[Opening Information provided section]

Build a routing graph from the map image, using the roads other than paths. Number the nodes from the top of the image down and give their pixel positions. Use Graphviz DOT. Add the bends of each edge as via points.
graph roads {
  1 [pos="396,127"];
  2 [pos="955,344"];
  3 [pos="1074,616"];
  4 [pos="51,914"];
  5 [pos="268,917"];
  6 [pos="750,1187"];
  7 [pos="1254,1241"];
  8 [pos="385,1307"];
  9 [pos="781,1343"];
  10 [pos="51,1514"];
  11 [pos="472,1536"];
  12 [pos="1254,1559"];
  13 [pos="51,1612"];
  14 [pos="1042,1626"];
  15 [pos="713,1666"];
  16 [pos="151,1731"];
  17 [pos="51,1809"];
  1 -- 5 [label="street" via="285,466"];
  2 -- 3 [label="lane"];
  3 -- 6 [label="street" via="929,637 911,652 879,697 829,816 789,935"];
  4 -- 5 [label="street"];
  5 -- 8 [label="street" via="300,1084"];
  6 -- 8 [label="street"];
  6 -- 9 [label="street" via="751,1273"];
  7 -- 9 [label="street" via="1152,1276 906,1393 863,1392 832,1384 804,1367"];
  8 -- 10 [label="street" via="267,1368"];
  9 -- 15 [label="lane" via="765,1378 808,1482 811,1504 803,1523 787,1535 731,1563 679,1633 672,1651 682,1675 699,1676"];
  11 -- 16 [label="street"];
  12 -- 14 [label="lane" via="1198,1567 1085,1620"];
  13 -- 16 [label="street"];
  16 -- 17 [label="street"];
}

[Closing Information provided section]

Your task is to retype the complete material exactly as it was given.

» Answer to the problem
Build a routing graph from the map image, using the roads other than paths. Number the nodes from the top of the image down and give their pixel positions. Use Graphviz DOT. Add the bends of each edge as via points.
graph roads {
  1 [pos="396,127"];
  2 [pos="955,344"];
  3 [pos="1074,616"];
  4 [pos="51,914"];
  5 [pos="268,917"];
  6 [pos="750,1187"];
  7 [pos="1254,1241"];
  8 [pos="385,1307"];
  9 [pos="781,1343"];
  10 [pos="51,1514"];
  11 [pos="472,1536"];
  12 [pos="1254,1559"];
  13 [pos="51,1612"];
  14 [pos="1042,1626"];
  15 [pos="713,1666"];
  16 [pos="151,1731"];
  17 [pos="51,1809"];
  1 -- 5 [label="street" via="285,466"];
  2 -- 3 [label="lane"];
  3 -- 6 [label="street" via="929,637 911,652 879,697 829,816 789,935"];
  4 -- 5 [label="street"];
  5 -- 8 [label="street" via="300,1084"];
  6 -- 8 [label="street"];
  6 -- 9 [label="street" via="751,1273"];
  7 -- 9 [label="street" via="1152,1276 906,1393 863,1392 832,1384 804,1367"];
  8 -- 10 [label="street" via="267,1368"];
  9 -- 15 [label="lane" via="765,1378 808,1482 811,1504 803,1523 787,1535 731,1563 679,1633 672,1651 682,1675 699,1676"];
  11 -- 16 [label="street"];
  12 -- 14 [label="lane" via="1198,1567 1085,1620"];
  13 -- 16 [label="street"];
  16 -- 17 [label="street"];
}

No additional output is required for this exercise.